The tricks are to till the soil in the spring, select a pure wildflower mix (no grass or vermiculite filler) appropriate to your growing area, and blend the seed with four times its volume of fine sand, so it will disperse evenly. After you’ve spread it over the dirt, put down a layer of loose hay to keep the seeds from blowing away. Usually the mixes are a combination of annuals, biannuals, and perennials. To keep the annuals going, you have to rough up parts of the soil and reseed just those every year.

To be overcome by the fragrance of flowers is a delectable form of defeat.

—Beverley Nichols

Sun-Infused Flower Essences

For centuries, flower essences have been used to heal many infirmities (see list below). While the health-food-store versions are handy, they are also very spendy. You can make your own flower essences at home. Start by making a mother tincture—the most concentrated form of the essence—which can then be used to make stock bottles. The stock bottles are used to make dosage bottles for the most diluted form of the essence, which is the one you actually take.
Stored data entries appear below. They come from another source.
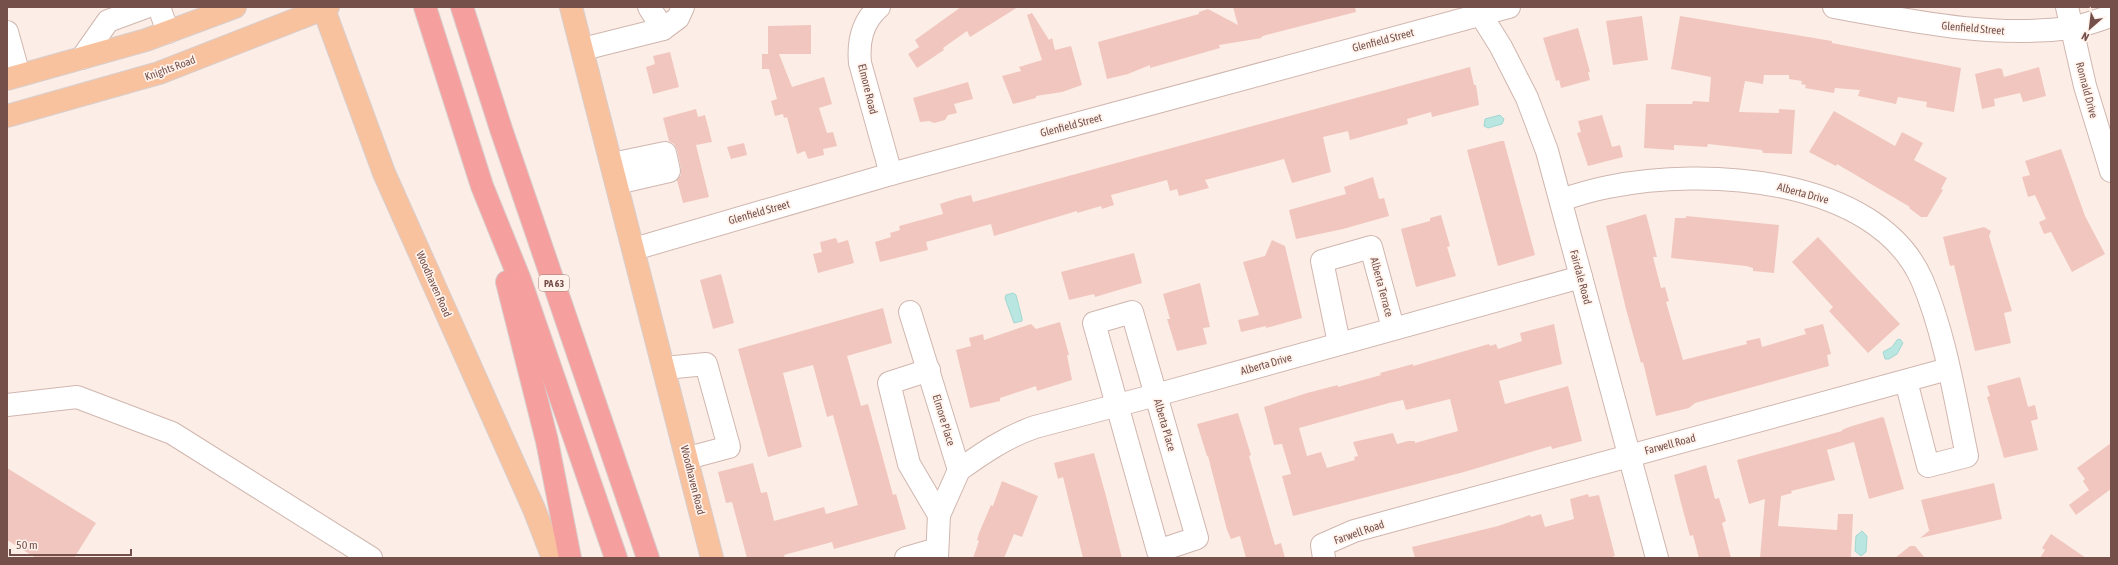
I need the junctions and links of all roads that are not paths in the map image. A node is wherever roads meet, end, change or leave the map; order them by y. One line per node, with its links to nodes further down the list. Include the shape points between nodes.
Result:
1 (146, 7): 15 (street)
2 (159, 7): 20 (street)
3 (235, 7): 14 (main road)
4 (425, 7): 27 (highway, PA 63)
5 (462, 7): 51 (highway, PA 63, via 501,130)
6 (572, 7): 21 (main road, Woodhaven Road)
7 (649, 7): 18 (street)
8 (683, 7): 18 (street, via 678,18)
9 (879, 7): 26 (street, Elmore Road, via 867,20 859,46 860,63)
10 (1509, 7): 13 (street, Glenfield Street)
11 (1834, 7): 17 (street, Glenfield Street, via 1988,31)
12 (325, 8): 24 (main road, Knights Road, via 159,73); 48 (main road, Woodhaven Road, via 384,173 534,509)
13 (1479, 11): 26 (street, Glenfield Street, via 1449,22); 28 (street, Fairdale Road, via 1527,98 1547,151)
14 (198, 13): 20 (main road)
15 (106, 14): 22 (street)
16 (2111, 16): 17 (street, Glenfield Street)
17 (2069, 17): 25 (street, Ronnald Drive)
18 (663, 29): 21 (street)
19 (7, 32): 23 (street)
20 (168, 32): 22 (main road)
21 (582, 49): 29 (main road, Woodhaven Road)
22 (82, 58): 23 (main road)
23 (13, 77)
24 (7, 116)
25 (2111, 171)
26 (891, 174): 29 (street, Glenfield Street)
27 (482, 186): 49 (highway, via 547,441); 50 (highway, PA 63, via 520,280)
28 (1561, 200): 30 (street, Fairdale Road); 35 (street, Alberta Drive, via 1608,187 1694,178 1753,182 1805,192 1839,203 1873,222 1901,248 1921,280)
29 (634, 249): 34 (main road, Woodhaven Road)
30 (1581, 277): 32 (street, Alberta Drive); 41 (street, Fairdale Road)
31 (910, 312): 36 (street, Elmore Place)
32 (1393, 328): 33 (street, Alberta Drive); 33 (street, Alberta Terrace, via 1371,247 1322,261)
33 (1339, 343): 38 (street, Alberta Drive)
34 (665, 368): 42 (main road, Woodhaven Road); 42 (street, via 706,364 729,447)
35 (1948, 369): 37 (street, Farwell Road); 37 (street, via 1967,456 1928,466)
36 (929, 370): 43 (street, Elmore Place); 44 (street, via 889,383 909,464)
37 (1906, 380): 41 (street, Farwell Road)
38 (1156, 395): 40 (street, Alberta Drive); 40 (street, Alberta Place, via 1132,312 1094,323); 40 (street, Alberta Place, via 1196,538 1158,551)
39 (7, 406): 45 (street, via 77,397 172,433)
40 (1116, 406): 43 (street, Alberta Drive, via 1016,434 993,446)
41 (1629, 456): 54 (street, Farwell Road, via 1354,531 1322,545); 55 (street, Fairdale Road)
42 (688, 458): 52 (main road, Woodhaven Road)
43 (959, 470): 44 (street)
44 (939, 515): 46 (street)
45 (338, 548): 47 (street)
46 (937, 554): 53 (street)
47 (371, 558)
48 (553, 558)
49 (570, 558)
50 (616, 558)
51 (648, 558)
52 (712, 558)
53 (906, 558)
54 (1324, 558)
55 (1657, 558)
What you will need to make a sun-infused essence:

•Fresh pure water or distilled water, 3 quarts

•Clear glass 2 ½-quart mixing bowl

•A dark green, blue, or green glass 8-ounce sealable bottle

•Organic brandy or vodka

•Freshly picked flowers specific to the malady being treated

•Clean, dry cheesecloth for straining

Ideally, you begin early in the morning, with your chosen flowers picked by nine o’clock at the latest. This ensures three hours of sunlight before the noon hour, after which the sunlight is less effective and can even drain the energy.